浮萍具有快速生长和高效积累淀粉的特性，因此它既是一种探讨高效积累淀粉机制的理想研究体系，又是一种极具有潜力的淀粉类能源植物之一。然而，目前浮萍高效积累淀粉的分子机制仍不清晰。我们前期通过对缺氮处理浮萍转录组测序，最终鉴定得到一个可能参与浮萍淀粉代谢调控的LaC3H20转录因子，构建该基因过表达和RNAi载体转化浮萍，结果显示该基因过表达导致浮萍淀粉含量显著下降，抑制该基因表达淀粉含量显著上升。本项目以此为切入点，拟通过qRT-PCR、亚细胞定位和原位杂交等技术分析其时空表达模式；利用电镜和HPAECMS/MS等技术分析转基因株系淀粉及相关代谢物特性；利用酵母双杂交、转录组测序、ChIP/RIP-Seq和EMSA/REMSA等技术深入分析其在浮萍淀粉代谢调控中的生物学功能，鉴定该转录因子调控的下游靶标，解析其在浮萍淀粉代谢过程中的分子调控通路，为未来改良浮萍及其他作物淀粉积累提供理论基础。

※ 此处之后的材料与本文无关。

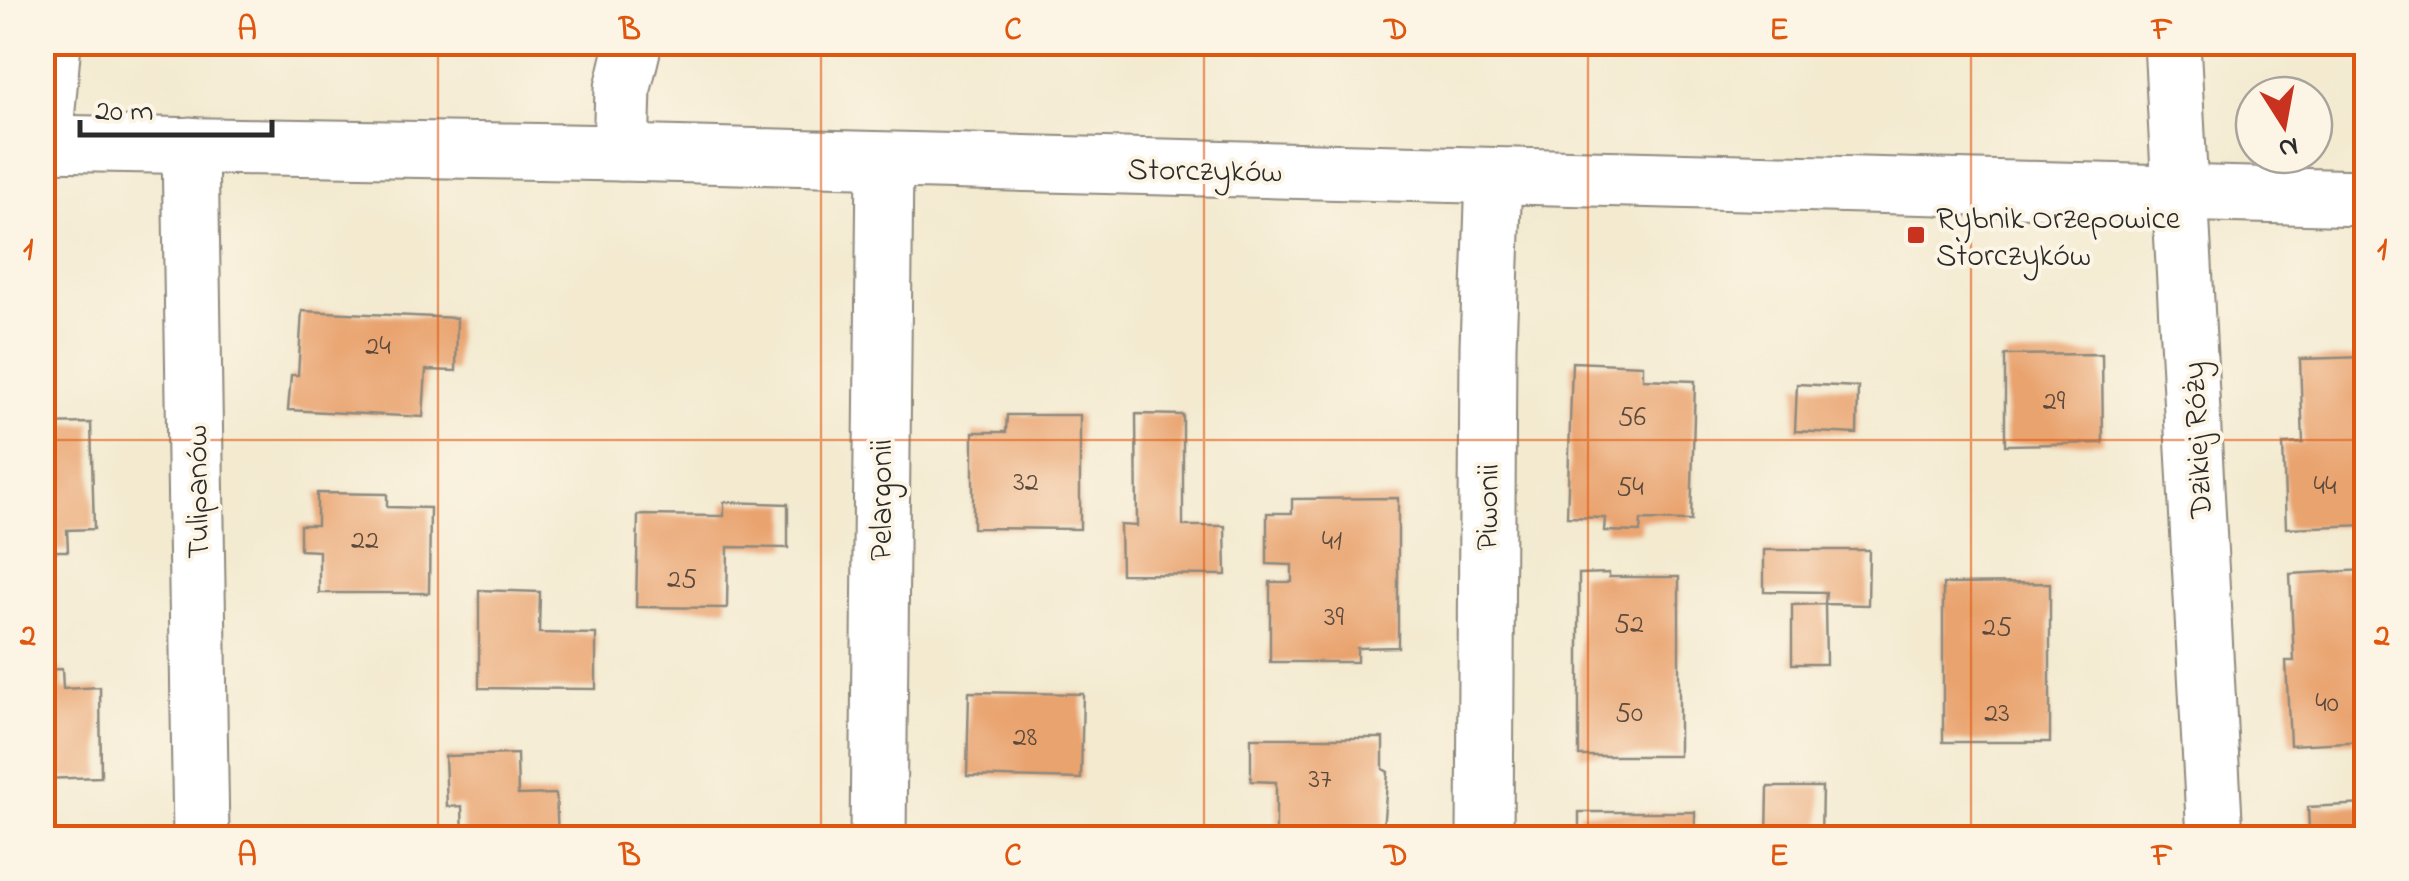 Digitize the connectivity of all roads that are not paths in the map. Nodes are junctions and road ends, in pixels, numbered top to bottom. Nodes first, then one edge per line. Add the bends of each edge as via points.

浮萍具有快速生长和淀粉高效积累的特性，因而它既是一种极具发展潜力的战略性淀粉类能源植物，又是一种研究植物淀粉高效积累分子机制的理想模式体系。浮萍在逆境胁迫下可以大量积累淀粉，前期研究表明缺氮处理浮萍淀粉积累可以增加3-4倍。然而，目前缺氮胁迫诱导浮萍淀粉高效积累的分子机制仍不清楚。.在缺氮处理的浮萍转录组数据里面找到一个受到缺氮诱导的TZF2转录因子。将该基因构建过表达和RNAi载体转化浮萍并获得转基因植株。在SH培养基中，过表达株系的淀粉含量低于对照，RNAi株系淀粉含量高于对照。与之相反，在缺氮胁迫处理条件下过表达株系淀粉含量显著高于对照，RNAi株系淀粉含量显著低于对照。生长曲线测定结果表明，在生长第21天开始过表达株系淀粉含量高于对照，RNAi株系的淀粉含量低于对照。进一步研究发现该基因在浮萍叶片中的表达量是根的大约30倍，且在叶片组织中广泛分布；另外发现该基因响应缺氮处理，具有转录抑制活性；亚细胞定位结果显示该基因在细胞质中有表达。为了深入解析其参与浮萍缺氮诱导淀粉积累的调控机制，对正常培养（SH培养基）和缺氮处理后的对照、过表达和RNAi株系进行了转录组分析，并对差异表达基因进行qRT-PCR检测，发现多个基因差异表达，其中异淀粉酶2等基因在过表达株系中显著上调。利用Tail-PCR技术克隆异淀粉酶2的启动子区，设计生物素标记探针，EMSA实验结果表明TZF2蛋白能够特异性结合异淀粉酶2启动子区。最后利用拟南芥转录因子文库筛选可能与TZF2相互作用的转录因子，初步获得了多个可能的相互作用蛋白，包括一些ABA信号通路相关的转录因子。.在缺氮处理条件下，TZF2转录因子除了调控淀粉积累还影响了类黄酮合成。实验结果显示在过表达株系中总黄酮含量增加，异荭草素含量增加；干扰株系中总黄酮含量减少，异荭草素含量减少，调控异荭草素合成的关键基因黄酮3'单氧化酶基因在过表达株系中上调，在干扰株系中下调。上述结果为进一步研究TZF2调控黄酮合成提供可靠的表型依据。